Work to be completed: Please print the whole of the listing that follows exactly.

Input data:
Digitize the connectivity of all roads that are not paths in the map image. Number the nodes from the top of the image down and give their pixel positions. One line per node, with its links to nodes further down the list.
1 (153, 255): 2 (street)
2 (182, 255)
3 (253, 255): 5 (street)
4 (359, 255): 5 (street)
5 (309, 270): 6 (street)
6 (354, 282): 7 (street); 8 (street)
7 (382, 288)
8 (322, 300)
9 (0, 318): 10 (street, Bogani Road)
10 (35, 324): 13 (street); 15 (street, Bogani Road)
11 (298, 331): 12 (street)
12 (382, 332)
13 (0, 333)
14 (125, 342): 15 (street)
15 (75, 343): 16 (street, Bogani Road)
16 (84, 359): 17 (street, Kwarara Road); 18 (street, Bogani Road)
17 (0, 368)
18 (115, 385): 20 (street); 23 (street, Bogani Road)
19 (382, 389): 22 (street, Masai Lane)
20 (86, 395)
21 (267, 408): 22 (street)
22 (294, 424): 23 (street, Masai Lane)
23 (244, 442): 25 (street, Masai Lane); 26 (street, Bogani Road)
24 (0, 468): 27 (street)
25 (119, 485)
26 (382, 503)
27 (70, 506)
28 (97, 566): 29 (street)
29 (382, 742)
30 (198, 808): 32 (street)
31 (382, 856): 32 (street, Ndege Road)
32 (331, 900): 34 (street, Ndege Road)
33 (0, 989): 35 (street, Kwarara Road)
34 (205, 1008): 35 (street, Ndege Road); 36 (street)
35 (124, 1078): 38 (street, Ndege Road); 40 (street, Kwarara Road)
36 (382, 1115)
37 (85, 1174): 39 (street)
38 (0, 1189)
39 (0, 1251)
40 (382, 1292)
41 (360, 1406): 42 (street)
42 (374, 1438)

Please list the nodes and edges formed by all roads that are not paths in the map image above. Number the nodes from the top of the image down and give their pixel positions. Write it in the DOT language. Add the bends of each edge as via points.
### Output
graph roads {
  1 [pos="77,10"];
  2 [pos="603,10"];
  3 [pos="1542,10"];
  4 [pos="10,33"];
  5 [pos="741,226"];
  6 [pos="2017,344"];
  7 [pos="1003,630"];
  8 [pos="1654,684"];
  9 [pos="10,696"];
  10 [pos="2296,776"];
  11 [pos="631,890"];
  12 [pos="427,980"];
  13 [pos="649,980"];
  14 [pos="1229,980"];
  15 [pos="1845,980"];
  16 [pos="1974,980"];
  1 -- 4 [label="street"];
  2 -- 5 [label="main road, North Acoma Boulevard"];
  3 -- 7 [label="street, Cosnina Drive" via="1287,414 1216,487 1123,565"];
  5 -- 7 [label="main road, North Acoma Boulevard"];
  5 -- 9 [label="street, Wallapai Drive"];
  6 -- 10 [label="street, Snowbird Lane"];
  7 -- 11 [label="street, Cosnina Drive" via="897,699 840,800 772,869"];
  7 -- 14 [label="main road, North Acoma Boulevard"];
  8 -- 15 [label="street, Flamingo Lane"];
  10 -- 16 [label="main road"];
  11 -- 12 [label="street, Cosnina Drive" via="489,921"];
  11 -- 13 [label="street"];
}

Written solution:
Digitize the connectivity of all roads that are not paths in the map image. Number the nodes from the top of the image down and give their pixel positions. One line per node, with its links to nodes further down the list.
1 (153, 255): 2 (street)
2 (182, 255)
3 (253, 255): 5 (street)
4 (359, 255): 5 (street)
5 (309, 270): 6 (street)
6 (354, 282): 7 (street); 8 (street)
7 (382, 288)
8 (322, 300)
9 (0, 318): 10 (street, Bogani Road)
10 (35, 324): 13 (street); 15 (street, Bogani Road)
11 (298, 331): 12 (street)
12 (382, 332)
13 (0, 333)
14 (125, 342): 15 (street)
15 (75, 343): 16 (street, Bogani Road)
16 (84, 359): 17 (street, Kwarara Road); 18 (street, Bogani Road)
17 (0, 368)
18 (115, 385): 20 (street); 23 (street, Bogani Road)
19 (382, 389): 22 (street, Masai Lane)
20 (86, 395)
21 (267, 408): 22 (street)
22 (294, 424): 23 (street, Masai Lane)
23 (244, 442): 25 (street, Masai Lane); 26 (street, Bogani Road)
24 (0, 468): 27 (street)
25 (119, 485)
26 (382, 503)
27 (70, 506)
28 (97, 566): 29 (street)
29 (382, 742)
30 (198, 808): 32 (street)
31 (382, 856): 32 (street, Ndege Road)
32 (331, 900): 34 (street, Ndege Road)
33 (0, 989): 35 (street, Kwarara Road)
34 (205, 1008): 35 (street, Ndege Road); 36 (street)
35 (124, 1078): 38 (street, Ndege Road); 40 (street, Kwarara Road)
36 (382, 1115)
37 (85, 1174): 39 (street)
38 (0, 1189)
39 (0, 1251)
40 (382, 1292)
41 (360, 1406): 42 (street)
42 (374, 1438)

Please list the nodes and edges formed by all roads that are not paths in the map image above. Number the nodes from the top of the image down and give their pixel positions. Write it in the DOT language. Add the bends of each edge as via points.
### Output
graph roads {
  1 [pos="77,10"];
  2 [pos="603,10"];
  3 [pos="1542,10"];
  4 [pos="10,33"];
  5 [pos="741,226"];
  6 [pos="2017,344"];
  7 [pos="1003,630"];
  8 [pos="1654,684"];
  9 [pos="10,696"];
  10 [pos="2296,776"];
  11 [pos="631,890"];
  12 [pos="427,980"];
  13 [pos="649,980"];
  14 [pos="1229,980"];
  15 [pos="1845,980"];
  16 [pos="1974,980"];
  1 -- 4 [label="street"];
  2 -- 5 [label="main road, North Acoma Boulevard"];
  3 -- 7 [label="street, Cosnina Drive" via="1287,414 1216,487 1123,565"];
  5 -- 7 [label="main road, North Acoma Boulevard"];
  5 -- 9 [label="street, Wallapai Drive"];
  6 -- 10 [label="street, Snowbird Lane"];
  7 -- 11 [label="street, Cosnina Drive" via="897,699 840,800 772,869"];
  7 -- 14 [label="main road, North Acoma Boulevard"];
  8 -- 15 [label="street, Flamingo Lane"];
  10 -- 16 [label="main road"];
  11 -- 12 [label="street, Cosnina Drive" via="489,921"];
  11 -- 13 [label="street"];
}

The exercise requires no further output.